Barnes raises further suspicion when noting the researchers failed to answer questions, e.g.: after the two year follow-up, will “data collected from those [who continue on puberty blockers] be included in any formal analysis”. Of course they will be in the primary analysis, this is a requirement. But analysing on a subset at some point beyond this loses the randomisation and the p-value loses its interpretation. Thus it would be descriptive statistics at best.
Such misunderstandings emphasise that, althought the RCT appears to be a simple, old-school tool, its precise motivation and justification is sufficiently rarefied for important books to be written about its analysis, leaving many issues unknown to the journalists. Although some journalists, almost to their credit, ignore the clinical and statistical context completely (e.g. The Times article noted above) while podcasters are already discussing the trial and producing bewildering non sequiturs, e.g. James Esses: “potentially unlimited numbers of children can sign up to this trial” (McCormack, 2025). Alongside the podcasters are the Substackers who revelled in the ivermectin RCTs during COVID: one person published nearly 30 articles on the TOGETHER trial of ivermectin in his Substack titled Do Your Own Research (Marinos, 2022), and others made accusations of fraud (Kory, 2022). This activity can be spurred on by some academics who insist on doing their own re-analysis of the data (Bryant et al. 2021).
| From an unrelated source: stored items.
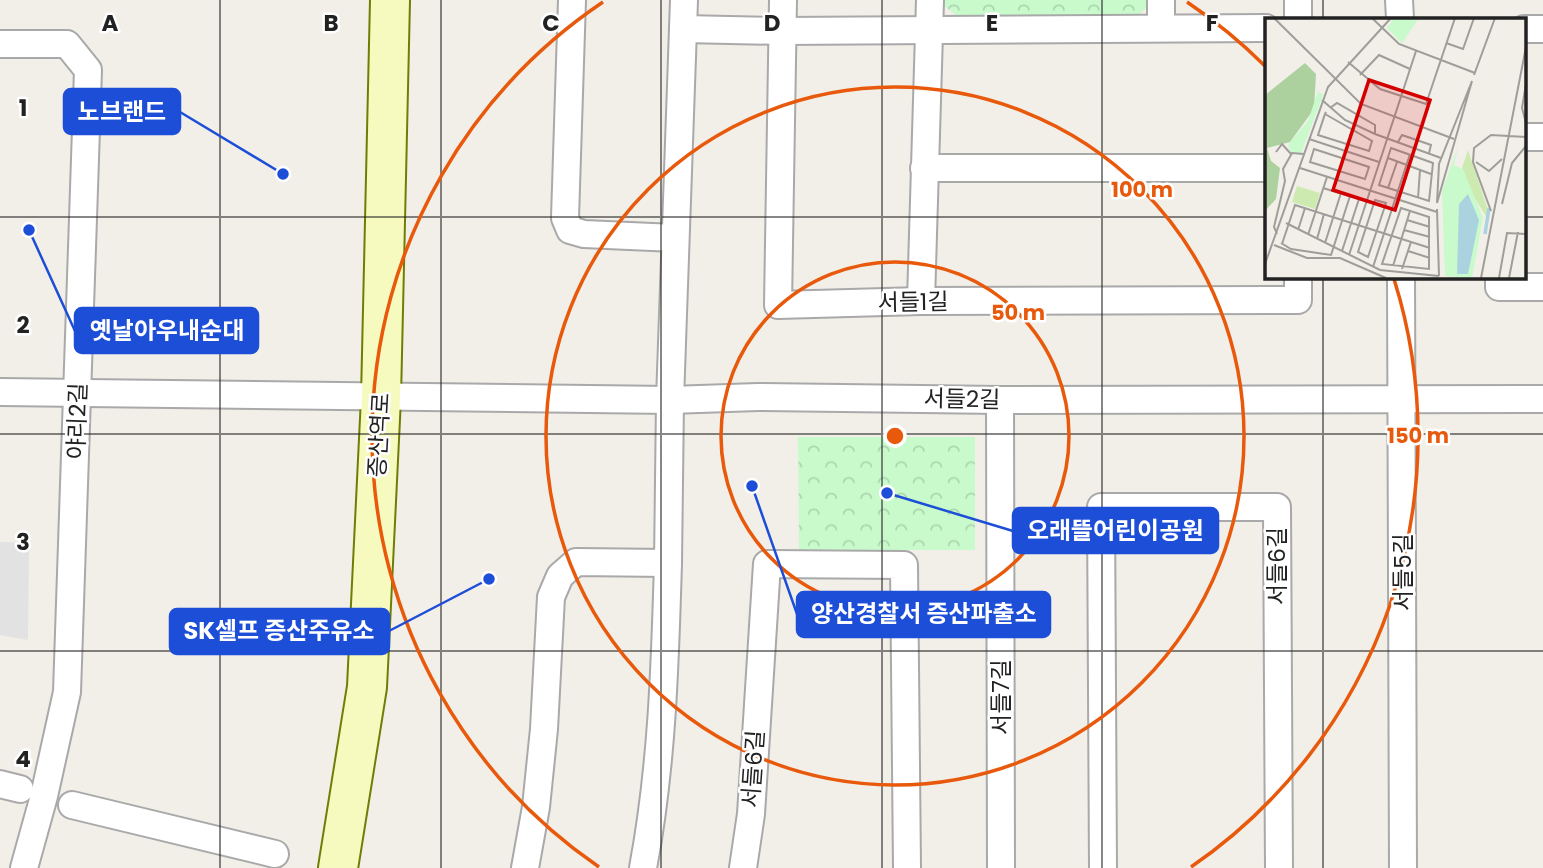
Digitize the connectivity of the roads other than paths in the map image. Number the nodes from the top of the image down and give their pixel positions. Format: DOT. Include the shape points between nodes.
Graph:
graph roads {
  1 [pos="390,0"];
  2 [pos="572,0"];
  3 [pos="684,0"];
  4 [pos="783,0"];
  5 [pos="930,0"];
  6 [pos="1161,0"];
  7 [pos="1298,0"];
  8 [pos="1399,0"];
  9 [pos="1298,18"];
  10 [pos="1400,18"];
  11 [pos="1265,27"];
  12 [pos="1161,28"];
  13 [pos="683,29"];
  14 [pos="929,30"];
  15 [pos="782,31"];
  16 [pos="0,44"];
  17 [pos="925,168"];
  18 [pos="1265,168"];
  19 [pos="675,238"];
  20 [pos="1298,278"];
  21 [pos="1402,278"];
  22 [pos="1499,278"];
  23 [pos="1543,287"];
  24 [pos="920,301"];
  25 [pos="0,392"];
  26 [pos="78,393"];
  27 [pos="381,398"];
  28 [pos="1543,399"];
  29 [pos="670,400"];
  30 [pos="1000,400"];
  31 [pos="1402,400"];
  32 [pos="668,563"];
  33 [pos="72,805"];
  34 [pos="275,855"];
  35 [pos="24,868"];
  36 [pos="338,868"];
  37 [pos="525,868"];
  38 [pos="643,868"];
  39 [pos="743,868"];
  40 [pos="907,868"];
  41 [pos="1001,868"];
  42 [pos="1103,868"];
  43 [pos="1279,868"];
  44 [pos="1403,868"];
  1 -- 27 [label="street, 증산역로"];
  2 -- 19 [label="street" via="565,218 570,230"];
  3 -- 13 [label="street"];
  4 -- 15 [label="street, 서들1길"];
  5 -- 14 [label="street"];
  6 -- 12 [label="street"];
  7 -- 9 [label="street"];
  8 -- 10 [label="street"];
  11 -- 12 [label="street"];
  12 -- 14 [label="street"];
  13 -- 15 [label="street"];
  13 -- 19 [label="street"];
  14 -- 15 [label="street"];
  14 -- 17 [label="street"];
  15 -- 24 [label="street, 서들1길" via="778,304"];
  16 -- 26 [label="street, 야리2길" via="67,44 88,70"];
  17 -- 18 [label="street"];
  17 -- 24 [label="street"];
  19 -- 29 [label="street"];
  20 -- 24 [label="street, 서들1길" via="1297,300"];
  21 -- 31 [label="street, 서들5길"];
  22 -- 23 [label="street" via="1499,288"];
  25 -- 26 [label="street, 서들2길"];
  26 -- 27 [label="street, 서들2길"];
  26 -- 35 [label="street, 야리2길" via="67,692"];
  27 -- 29 [label="street, 서들2길"];
  27 -- 36 [label="street, 증산역로" via="367,687"];
  28 -- 31 [label="street, 서들2길"];
  29 -- 30 [label="street, 서들2길"];
  29 -- 32 [label="street"];
  30 -- 31 [label="street, 서들2길"];
  30 -- 41 [label="street, 서들7길"];
  31 -- 44 [label="street, 서들5길"];
  32 -- 37 [label="street" via="576,562 560,576 551,597 543,742"];
  32 -- 38 [label="street" via="662,729"];
  33 -- 34 [label="street"];
  39 -- 40 [label="street, 서들6길" via="751,814 766,564 904,565"];
  42 -- 43 [label="street, 서들6길" via="1101,507 1277,507"];
}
Thus the discussion is pulled left and right by sideliners, and instead of placating them with a clean result, the PATHWAYS investigators are likely to generate a grey area in which they can manoeuvre.
Conclusion
The PATHWAYS trial should not have received ethics approval because it is unlikely to be successful and if the trial produces a negative result it will be easy to dismiss due to insufficient statistical power, quality issues and the conservative estimand strategy. Trials have become complex and the cost of running an RCT provides strong motivation to reduce sample sizes by implementing interim analyses, meta-analysis or Bayes. But under the circumstances these analytic choices feel needlessly complicated and uncertain (e.g., the interim analysis is a mere possibility). Who knows how those who “do their own reasearch” will misinterpret such choices, or in fact how they will interpret the inevitable systematic review of the failed small-scale studies languishing in the medical journals. The need for academics to publish can lead to over-analysis of datasets and as we saw during COVID the data sleuths feed on ambiguity and their guesswork proliferates on social media.
I.e.: the PATHWAYS trial should not go ahead in its current form because it will only generate more fodder for the sideliners. The analysis plan could resolve some issues.